Niall was a generous, decent, human being.

He was wise. He didn’t take himself seriously.

He believed in equality and inclusiveness in all things.

Bhí léargas aige ar chumhacht na teanga, go háirithe nuair a chuireadh sé gáire ar dhaoine.

He was passionate and enthusiastic in all that he did, but especially about his politics.

He travelled the length and breadth of Ireland helping to get Shinners elected, including this Shinner a few miles down the road in Louth.

He believed in a real republic where citizens would have rights and where ordinary people, the citizens would come first.

He believed in a united Ireland and in a real republic, based on social justice.

He was a proud Armagh man.

Niall was born on August 13th.

According to his brother Brian, his birth came during the annual stream of meteors known as the Perseid meteor shower.

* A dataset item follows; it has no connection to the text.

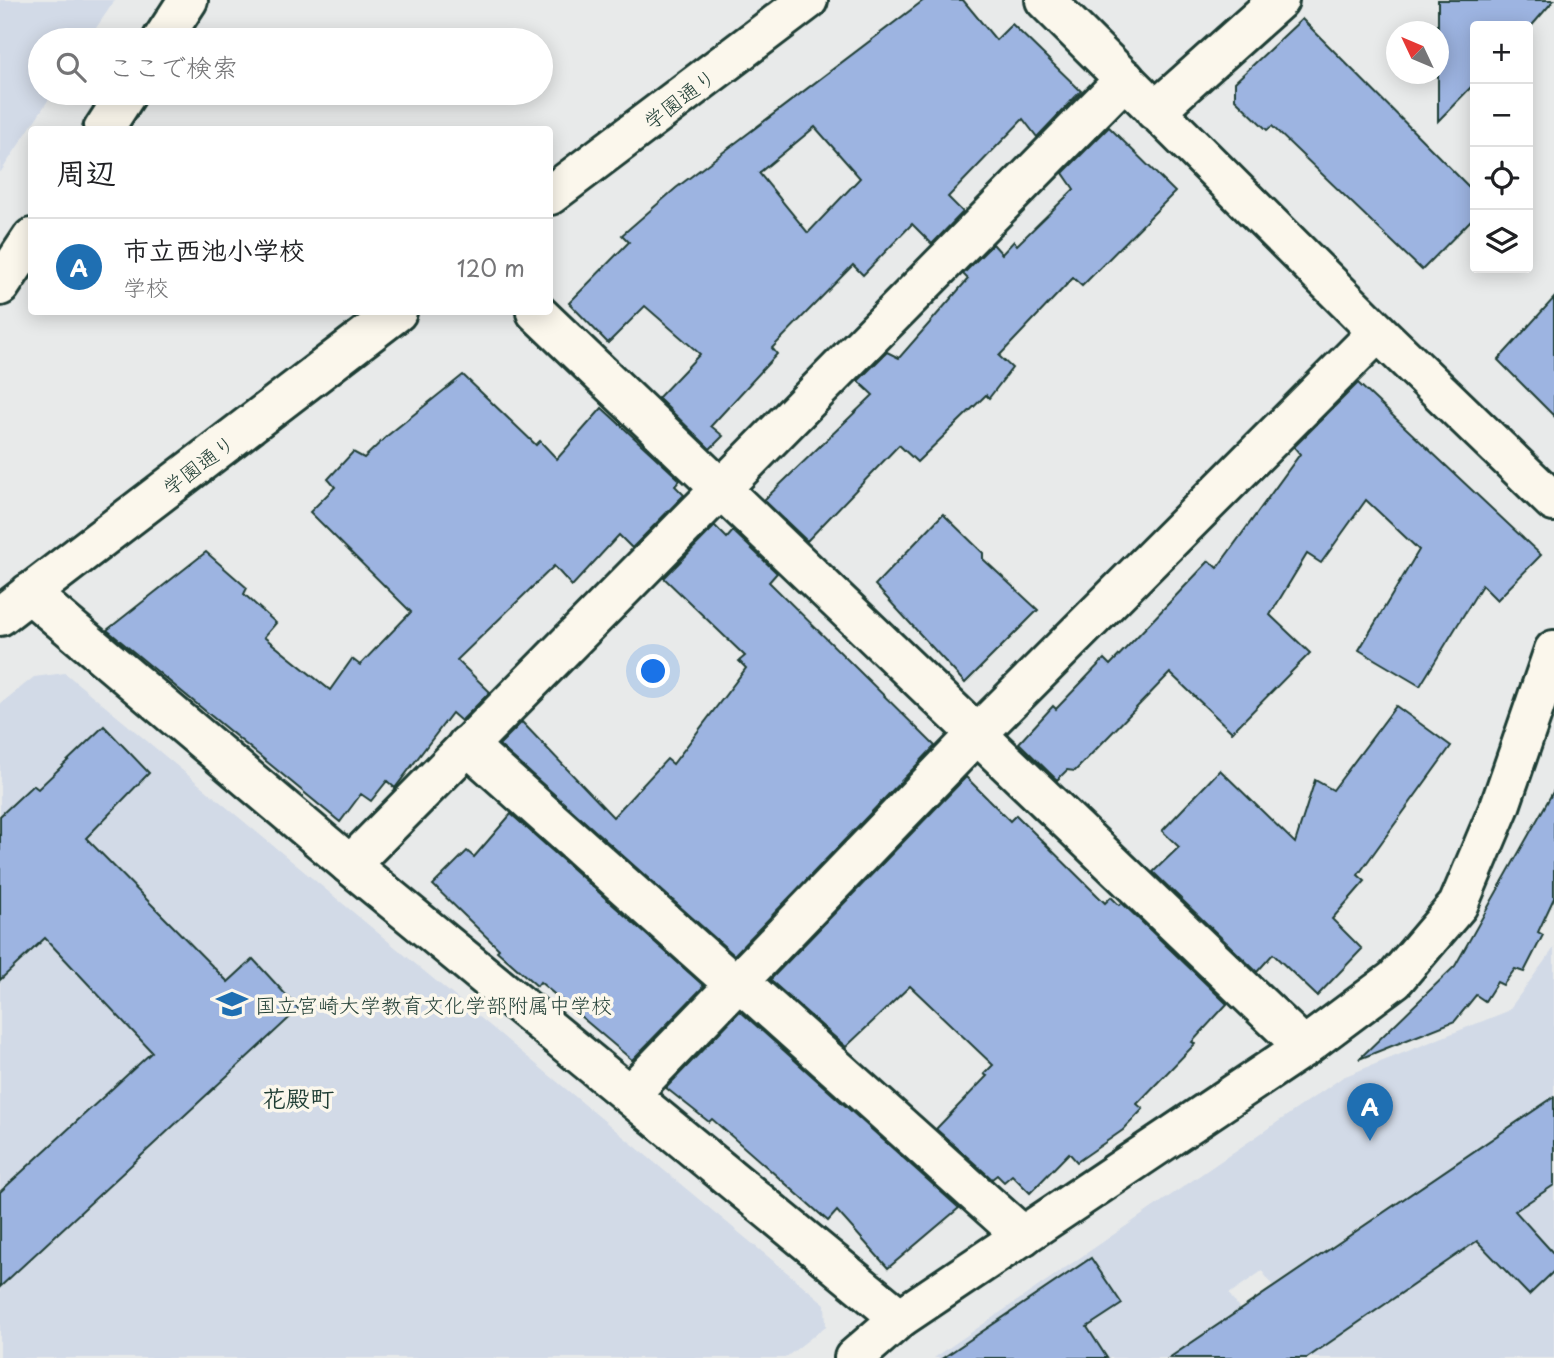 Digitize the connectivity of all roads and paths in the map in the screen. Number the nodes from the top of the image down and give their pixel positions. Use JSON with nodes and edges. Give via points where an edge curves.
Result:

He died on December 14th when the annual Geminids meteor shower, created by another comet, can be seen.

As a mathamatician Niall would have appreciated that.

Niall’s death leaves a great void.

For Sinn Féin in Newry/Armagh; but especially for his family.

He leaves a space that can’t be filled; particularly for Eimear, Niall and Ruairí, for Nico and for Saoirse, Maebh and Roisin, and for his siblings Brian, Dara, Mairé and Lore – Ann.

Saoirse, Maebh and Rosin be proud of your Daideo. And your Maimeo.

Your lives are better because of them.

He was an idealist and a pragmatist whose political views were shaped in but never trapped in the 1960’s.

Born and raised at the zenith of the orange state he knew that the Ireland he has left is a different place – a better place – and that he contributed to this.

Chuir Niall misneach ar dhaoine.

Bhí nasc aige le daoine.

Bhí saol dea-chaite aige.

Ba cheart dúinn uilig é sin a cheiliúradh.

He also contributed to the growth of Irish republicanism and Sinn Féin.

His old friend Cyril Toman sent an email, from Australia, when he heard of Niall’s death.

He summed up our sense of Niall perfectly.

Cyril wrote: ‘Niall was a great man; he had vision, he had courage, he had determination, and he had a sense of humour that enabled him to cut through all the pretence and nonsense he encountered… It may not seem important now, but your brother has had a significant influence on the way Irish people - especially those in the north - imagine themselves. And there are not many men or women you can say that about.

I want to finish with a little poem by Brendan Kennelly. I want to dedicate it to Niall’s family. 

Begin  

Begin to the loneliness that cannot end

since it perhaps is what makes us begin,

begin to wonder at unknown faces

at crying birds in the sudden rain

at branches stark in the willing sunlight

at seagulls foraging for bread

at couples sharing a sunny secret

alone together while making good.

Though we live in a world that dreams of ending

that always seems about to give in

something that will not acknowledge conclusion

insists that forever begin.

That’s what Niall would expect you to do. That’s what he would expect us to do. To begin all over again.

 
Thank you Niall for your life, for your love, for your work.